### [EXERCISE AIM]
Lines holding the word "CHERRYVALE" must be located in the listing below and copied.

### [TASK INPUT]
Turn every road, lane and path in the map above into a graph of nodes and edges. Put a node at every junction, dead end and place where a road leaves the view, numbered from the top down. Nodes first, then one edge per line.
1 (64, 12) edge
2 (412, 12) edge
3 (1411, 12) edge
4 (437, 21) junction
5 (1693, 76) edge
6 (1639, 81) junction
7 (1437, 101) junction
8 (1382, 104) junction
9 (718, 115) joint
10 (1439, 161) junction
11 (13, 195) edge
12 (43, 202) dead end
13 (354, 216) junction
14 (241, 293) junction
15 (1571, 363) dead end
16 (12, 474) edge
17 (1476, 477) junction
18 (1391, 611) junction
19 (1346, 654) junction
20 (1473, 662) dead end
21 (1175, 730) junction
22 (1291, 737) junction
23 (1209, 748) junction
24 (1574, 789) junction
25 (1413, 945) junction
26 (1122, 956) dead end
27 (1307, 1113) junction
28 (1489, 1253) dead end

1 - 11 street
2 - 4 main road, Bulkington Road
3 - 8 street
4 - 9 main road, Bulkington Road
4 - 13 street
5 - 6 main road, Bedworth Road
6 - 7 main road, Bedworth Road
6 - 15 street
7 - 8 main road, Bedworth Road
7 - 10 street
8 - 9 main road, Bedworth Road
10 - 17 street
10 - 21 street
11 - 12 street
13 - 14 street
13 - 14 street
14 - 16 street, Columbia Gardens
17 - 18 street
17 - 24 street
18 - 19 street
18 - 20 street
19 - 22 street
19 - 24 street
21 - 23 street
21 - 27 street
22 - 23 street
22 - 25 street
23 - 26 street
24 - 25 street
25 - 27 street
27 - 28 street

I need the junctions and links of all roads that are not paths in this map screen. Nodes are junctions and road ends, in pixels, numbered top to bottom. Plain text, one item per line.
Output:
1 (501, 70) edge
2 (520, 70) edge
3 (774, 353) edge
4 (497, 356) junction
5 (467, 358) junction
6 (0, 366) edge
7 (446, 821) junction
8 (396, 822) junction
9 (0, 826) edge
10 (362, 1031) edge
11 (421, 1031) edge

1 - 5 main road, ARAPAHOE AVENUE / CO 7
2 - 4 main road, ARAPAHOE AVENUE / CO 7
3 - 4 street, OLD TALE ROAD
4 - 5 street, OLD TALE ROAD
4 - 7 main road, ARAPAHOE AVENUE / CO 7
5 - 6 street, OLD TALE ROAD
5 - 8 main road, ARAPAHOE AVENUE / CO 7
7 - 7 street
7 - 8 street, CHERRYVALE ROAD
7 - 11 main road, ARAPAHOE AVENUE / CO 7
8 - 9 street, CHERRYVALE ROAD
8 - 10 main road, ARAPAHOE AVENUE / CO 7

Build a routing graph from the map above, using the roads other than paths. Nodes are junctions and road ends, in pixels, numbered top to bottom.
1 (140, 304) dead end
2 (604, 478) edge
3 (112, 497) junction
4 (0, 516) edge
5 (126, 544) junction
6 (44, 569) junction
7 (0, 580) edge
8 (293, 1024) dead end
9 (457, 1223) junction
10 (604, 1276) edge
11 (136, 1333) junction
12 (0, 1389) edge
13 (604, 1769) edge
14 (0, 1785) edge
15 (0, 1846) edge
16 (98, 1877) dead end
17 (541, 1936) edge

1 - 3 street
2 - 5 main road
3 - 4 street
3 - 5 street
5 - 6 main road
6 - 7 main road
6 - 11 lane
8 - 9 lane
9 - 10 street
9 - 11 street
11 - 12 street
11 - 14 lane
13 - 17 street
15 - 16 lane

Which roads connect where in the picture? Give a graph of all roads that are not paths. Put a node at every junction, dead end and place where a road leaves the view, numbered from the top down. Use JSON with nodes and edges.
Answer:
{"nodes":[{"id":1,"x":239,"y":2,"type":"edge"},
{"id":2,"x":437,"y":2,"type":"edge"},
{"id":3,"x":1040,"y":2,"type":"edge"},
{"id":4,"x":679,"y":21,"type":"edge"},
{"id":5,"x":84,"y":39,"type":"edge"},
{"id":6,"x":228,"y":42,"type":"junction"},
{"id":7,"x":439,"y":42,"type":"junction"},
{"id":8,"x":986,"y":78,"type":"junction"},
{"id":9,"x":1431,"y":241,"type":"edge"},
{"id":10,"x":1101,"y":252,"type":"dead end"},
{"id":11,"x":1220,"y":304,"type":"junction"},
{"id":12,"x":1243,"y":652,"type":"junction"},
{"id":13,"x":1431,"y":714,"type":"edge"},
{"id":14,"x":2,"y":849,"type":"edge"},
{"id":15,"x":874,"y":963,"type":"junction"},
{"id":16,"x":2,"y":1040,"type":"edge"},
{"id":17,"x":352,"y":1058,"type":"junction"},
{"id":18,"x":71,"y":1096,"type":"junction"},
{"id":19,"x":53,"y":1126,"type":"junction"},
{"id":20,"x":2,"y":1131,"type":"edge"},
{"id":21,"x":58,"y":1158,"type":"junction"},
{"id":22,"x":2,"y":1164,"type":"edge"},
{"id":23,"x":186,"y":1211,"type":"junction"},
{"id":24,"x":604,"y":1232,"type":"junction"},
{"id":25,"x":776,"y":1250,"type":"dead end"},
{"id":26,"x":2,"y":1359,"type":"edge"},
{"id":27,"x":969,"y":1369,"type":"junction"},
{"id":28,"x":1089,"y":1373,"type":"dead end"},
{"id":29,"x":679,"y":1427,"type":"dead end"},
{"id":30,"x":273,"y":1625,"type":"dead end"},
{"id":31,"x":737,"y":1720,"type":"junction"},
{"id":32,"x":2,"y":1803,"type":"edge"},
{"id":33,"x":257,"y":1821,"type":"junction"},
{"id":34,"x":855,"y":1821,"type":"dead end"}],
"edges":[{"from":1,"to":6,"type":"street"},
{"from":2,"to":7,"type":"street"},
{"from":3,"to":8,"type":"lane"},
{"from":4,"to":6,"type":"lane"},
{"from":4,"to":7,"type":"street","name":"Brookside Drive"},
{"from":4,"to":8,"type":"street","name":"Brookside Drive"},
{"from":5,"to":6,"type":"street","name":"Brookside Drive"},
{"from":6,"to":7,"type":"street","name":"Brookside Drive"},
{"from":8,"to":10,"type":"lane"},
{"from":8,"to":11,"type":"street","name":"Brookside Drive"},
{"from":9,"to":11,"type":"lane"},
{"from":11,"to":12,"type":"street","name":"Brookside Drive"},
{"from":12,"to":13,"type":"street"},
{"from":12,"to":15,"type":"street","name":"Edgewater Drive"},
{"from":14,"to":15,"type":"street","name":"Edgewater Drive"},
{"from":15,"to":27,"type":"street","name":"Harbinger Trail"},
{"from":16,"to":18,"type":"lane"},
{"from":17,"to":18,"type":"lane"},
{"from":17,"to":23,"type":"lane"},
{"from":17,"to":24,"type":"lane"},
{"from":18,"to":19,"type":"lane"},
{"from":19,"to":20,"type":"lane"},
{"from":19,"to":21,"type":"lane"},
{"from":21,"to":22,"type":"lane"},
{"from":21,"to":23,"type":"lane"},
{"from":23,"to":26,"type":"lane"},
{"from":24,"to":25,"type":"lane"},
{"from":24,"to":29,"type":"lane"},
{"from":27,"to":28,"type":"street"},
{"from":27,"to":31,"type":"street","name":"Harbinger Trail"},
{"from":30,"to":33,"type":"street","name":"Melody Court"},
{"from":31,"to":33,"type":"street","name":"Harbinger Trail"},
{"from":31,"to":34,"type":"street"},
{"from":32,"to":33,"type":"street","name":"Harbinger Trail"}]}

### [ANSWER AREA]
7 - 8 street, CHERRYVALE ROAD
8 - 9 street, CHERRYVALE ROAD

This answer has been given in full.